Cover Story

Study evaluates influence of for-profit dialysis centers on access to transplantation

Most nephrologists agree that a kidney transplant is the optimal choice for a patient with kidney disease — either preemptively or from a living or decreased donor. However, a study recently published in JAMA suggests the likelihood of a patient receiving any of those options or being referred for an evaluation can be influenced by who owns the dialysis facility.

Analyzing U.S. Renal Data System records on 1,478,564 patients with ESKD treated at 6,511 dialysis facilities from Jan. 1, 2000 to Dec. 31, 2016, Jennifer C. Gander, PhD, from the Center for Research and Evaluation, Kaiser Permanente Georgia, and colleagues found dialysis clinics owned by for-profit companies had a lower rate of referrals for transplant.
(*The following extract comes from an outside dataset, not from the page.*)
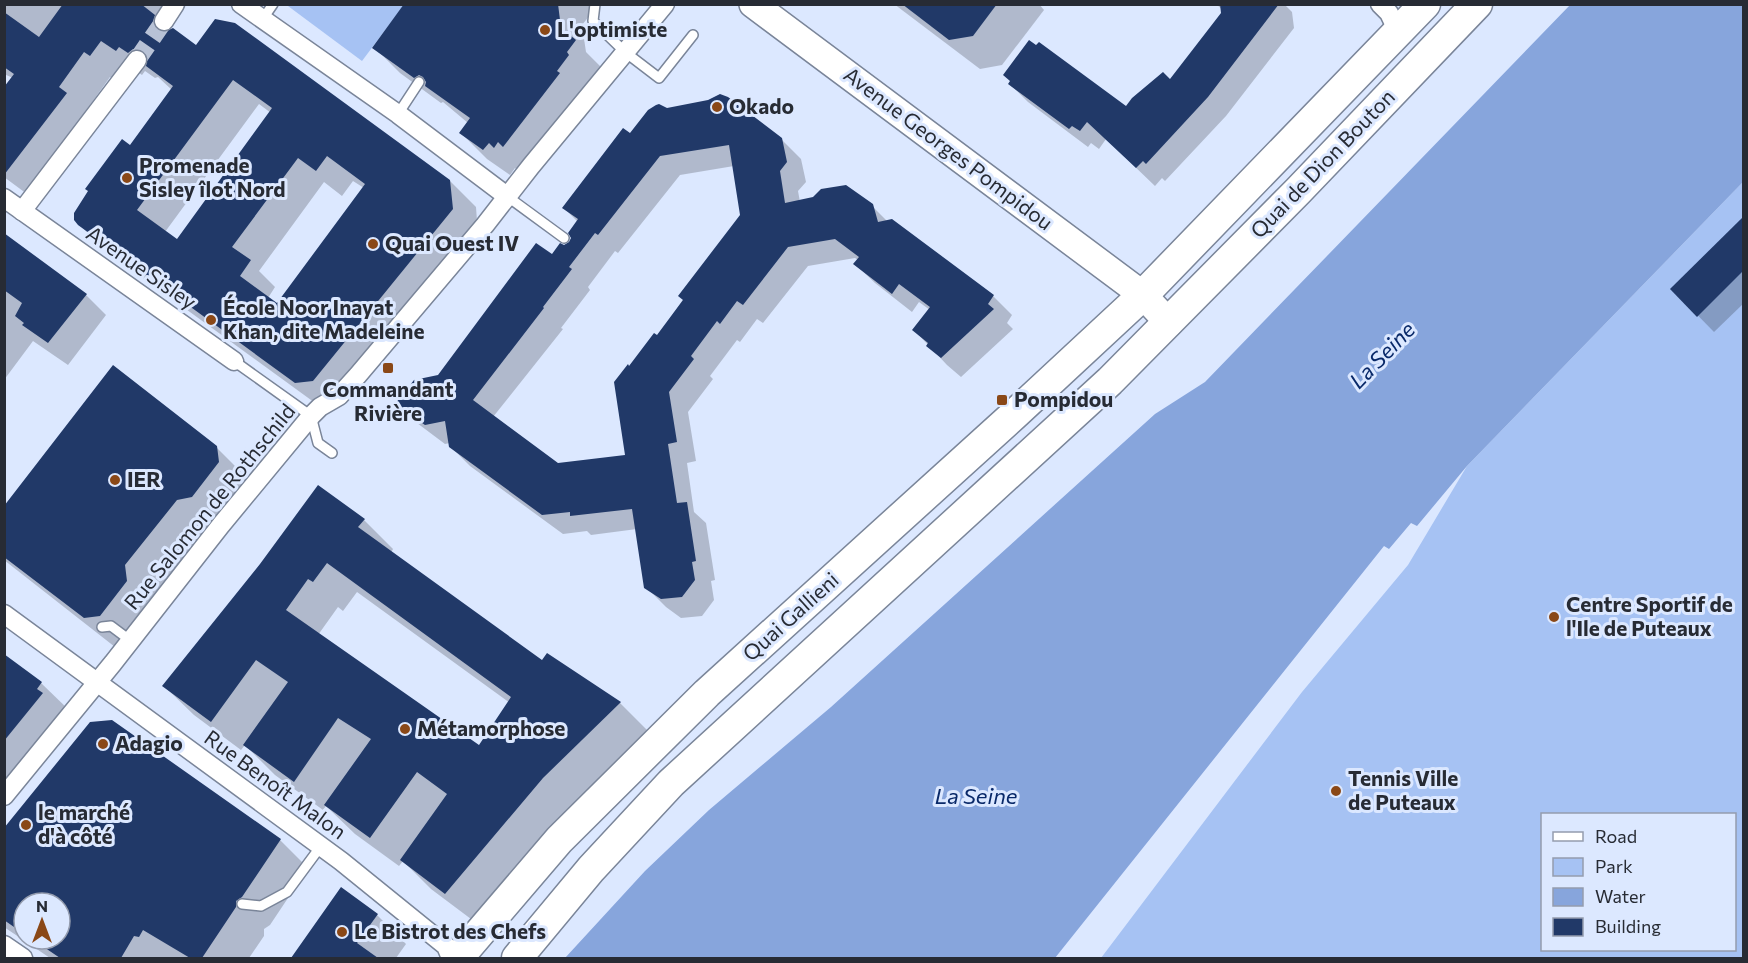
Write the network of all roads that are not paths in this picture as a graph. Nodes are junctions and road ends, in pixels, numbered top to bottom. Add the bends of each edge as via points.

The percentage of patients placed on the deceased donor kidney transplantation waitlist was 11.9% for those treated at non-profit small-chain facilities and was 29.8% for those treated at non-profit independent dialysis facilities. Among for-profit chains, including Fresenius Medical Care and DaVita Kidney Care, between 6.6% and 7% of patients were placed on the deceased donor transplant list. The authors said the study was the first to analyze all aspects of transplant referral comparing non-profit vs. for-profit dialysis centers, including placement on the deceased donor kidney transplantation waitlist, receipt of a living donor kidney transplant or receipt of a deceased donor kidney transplant.

“Evidence suggests for-profit dialysis facilities have a lower standardized transplantation ratio, and their patients are less likely to be waitlisted compared with non-profit facilities,” Gander and colleagues wrote, citing previous research. “Physicians at for-profit dialysis facilities are less likely to have detailed discussions with patients about transplantation or involve families in the discussion. This could lead to limited access to living donor kidney transplantation at for-profit dialysis facilities.”

Among patients in the study group, 87% were receiving dialysis at a for-profit center.

Rachel E. Patzer, PhD, MPH, a contributing author on a JAMA study that looked at transplant rates among for-profit vs. not-for-profit dialysis providers, agrees that more research needs to be done to understand the association.

Source: Rachel E. Patzer, PhD, MPH

Challenges facing for-profits

By having a larger portion of patients in their care, for-profit dialysis centers face external challenges for successful transition of patients to transplant. In an editorial, “Transplant first, dialysis last,” Abhijit V. Kshirsagar, MD, MPH, and colleagues noted that, on average, for-profit dialysis centers were a further distance away from transplant centers in the study than non-profit dialysis centers, which was again magnified when compared with independent dialysis centers.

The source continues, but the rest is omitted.